| YOUR ASSIGNMENT |
Give back every entry exactly as it is written, but not the pictures.

———

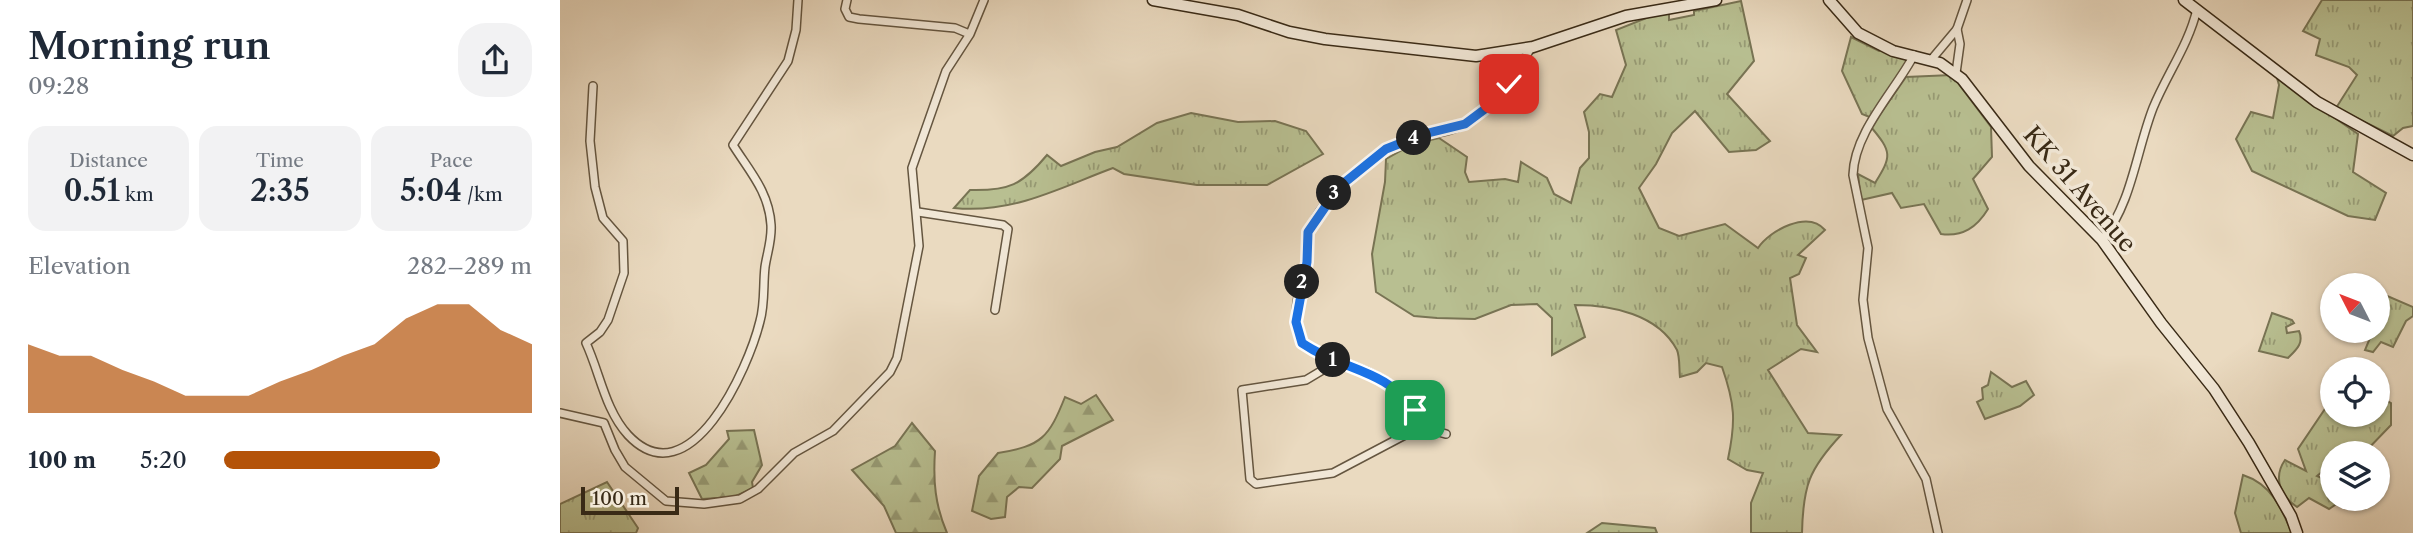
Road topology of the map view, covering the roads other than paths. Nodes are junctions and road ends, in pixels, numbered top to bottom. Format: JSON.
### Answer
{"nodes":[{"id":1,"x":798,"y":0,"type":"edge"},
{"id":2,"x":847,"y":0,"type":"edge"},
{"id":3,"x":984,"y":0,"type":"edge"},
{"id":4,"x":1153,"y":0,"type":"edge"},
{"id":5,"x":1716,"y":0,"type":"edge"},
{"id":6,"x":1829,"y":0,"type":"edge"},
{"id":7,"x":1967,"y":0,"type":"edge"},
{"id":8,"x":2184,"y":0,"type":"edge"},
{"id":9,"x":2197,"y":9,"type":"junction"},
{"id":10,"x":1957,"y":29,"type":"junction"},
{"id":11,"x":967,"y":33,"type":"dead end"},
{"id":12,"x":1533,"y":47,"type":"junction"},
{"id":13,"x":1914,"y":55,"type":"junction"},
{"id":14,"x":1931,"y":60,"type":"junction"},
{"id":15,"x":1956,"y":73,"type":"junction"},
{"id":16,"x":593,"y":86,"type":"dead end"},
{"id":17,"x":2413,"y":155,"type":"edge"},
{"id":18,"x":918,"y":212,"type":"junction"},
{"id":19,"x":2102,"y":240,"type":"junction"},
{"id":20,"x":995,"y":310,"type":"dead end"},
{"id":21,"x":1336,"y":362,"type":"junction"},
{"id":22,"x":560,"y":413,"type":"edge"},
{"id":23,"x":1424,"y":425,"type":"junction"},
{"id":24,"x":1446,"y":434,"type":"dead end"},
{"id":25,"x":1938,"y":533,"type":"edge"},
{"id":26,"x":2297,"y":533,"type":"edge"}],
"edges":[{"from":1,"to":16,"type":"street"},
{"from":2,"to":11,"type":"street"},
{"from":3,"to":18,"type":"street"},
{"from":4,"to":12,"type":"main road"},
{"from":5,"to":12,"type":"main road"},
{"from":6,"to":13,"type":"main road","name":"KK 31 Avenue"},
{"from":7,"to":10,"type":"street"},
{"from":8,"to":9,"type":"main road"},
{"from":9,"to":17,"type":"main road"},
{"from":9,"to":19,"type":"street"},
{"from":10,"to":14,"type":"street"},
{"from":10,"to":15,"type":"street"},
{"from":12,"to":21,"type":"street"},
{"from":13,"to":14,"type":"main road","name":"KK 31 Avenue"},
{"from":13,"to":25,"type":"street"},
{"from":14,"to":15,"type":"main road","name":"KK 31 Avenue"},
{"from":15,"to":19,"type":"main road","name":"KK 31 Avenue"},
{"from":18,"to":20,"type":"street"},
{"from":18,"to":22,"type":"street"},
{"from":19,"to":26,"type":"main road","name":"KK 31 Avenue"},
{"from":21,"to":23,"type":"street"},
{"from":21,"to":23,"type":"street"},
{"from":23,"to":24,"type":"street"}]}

———

| WRITTEN SOLUTION |
Road topology of the map view, covering the roads other than paths. Nodes are junctions and road ends, in pixels, numbered top to bottom. Format: JSON.
### Answer
{"nodes":[{"id":1,"x":798,"y":0,"type":"edge"},
{"id":2,"x":847,"y":0,"type":"edge"},
{"id":3,"x":984,"y":0,"type":"edge"},
{"id":4,"x":1153,"y":0,"type":"edge"},
{"id":5,"x":1716,"y":0,"type":"edge"},
{"id":6,"x":1829,"y":0,"type":"edge"},
{"id":7,"x":1967,"y":0,"type":"edge"},
{"id":8,"x":2184,"y":0,"type":"edge"},
{"id":9,"x":2197,"y":9,"type":"junction"},
{"id":10,"x":1957,"y":29,"type":"junction"},
{"id":11,"x":967,"y":33,"type":"dead end"},
{"id":12,"x":1533,"y":47,"type":"junction"},
{"id":13,"x":1914,"y":55,"type":"junction"},
{"id":14,"x":1931,"y":60,"type":"junction"},
{"id":15,"x":1956,"y":73,"type":"junction"},
{"id":16,"x":593,"y":86,"type":"dead end"},
{"id":17,"x":2413,"y":155,"type":"edge"},
{"id":18,"x":918,"y":212,"type":"junction"},
{"id":19,"x":2102,"y":240,"type":"junction"},
{"id":20,"x":995,"y":310,"type":"dead end"},
{"id":21,"x":1336,"y":362,"type":"junction"},
{"id":22,"x":560,"y":413,"type":"edge"},
{"id":23,"x":1424,"y":425,"type":"junction"},
{"id":24,"x":1446,"y":434,"type":"dead end"},
{"id":25,"x":1938,"y":533,"type":"edge"},
{"id":26,"x":2297,"y":533,"type":"edge"}],
"edges":[{"from":1,"to":16,"type":"street"},
{"from":2,"to":11,"type":"street"},
{"from":3,"to":18,"type":"street"},
{"from":4,"to":12,"type":"main road"},
{"from":5,"to":12,"type":"main road"},
{"from":6,"to":13,"type":"main road","name":"KK 31 Avenue"},
{"from":7,"to":10,"type":"street"},
{"from":8,"to":9,"type":"main road"},
{"from":9,"to":17,"type":"main road"},
{"from":9,"to":19,"type":"street"},
{"from":10,"to":14,"type":"street"},
{"from":10,"to":15,"type":"street"},
{"from":12,"to":21,"type":"street"},
{"from":13,"to":14,"type":"main road","name":"KK 31 Avenue"},
{"from":13,"to":25,"type":"street"},
{"from":14,"to":15,"type":"main road","name":"KK 31 Avenue"},
{"from":15,"to":19,"type":"main road","name":"KK 31 Avenue"},
{"from":18,"to":20,"type":"street"},
{"from":18,"to":22,"type":"street"},
{"from":19,"to":26,"type":"main road","name":"KK 31 Avenue"},
{"from":21,"to":23,"type":"street"},
{"from":21,"to":23,"type":"street"},
{"from":23,"to":24,"type":"street"}]}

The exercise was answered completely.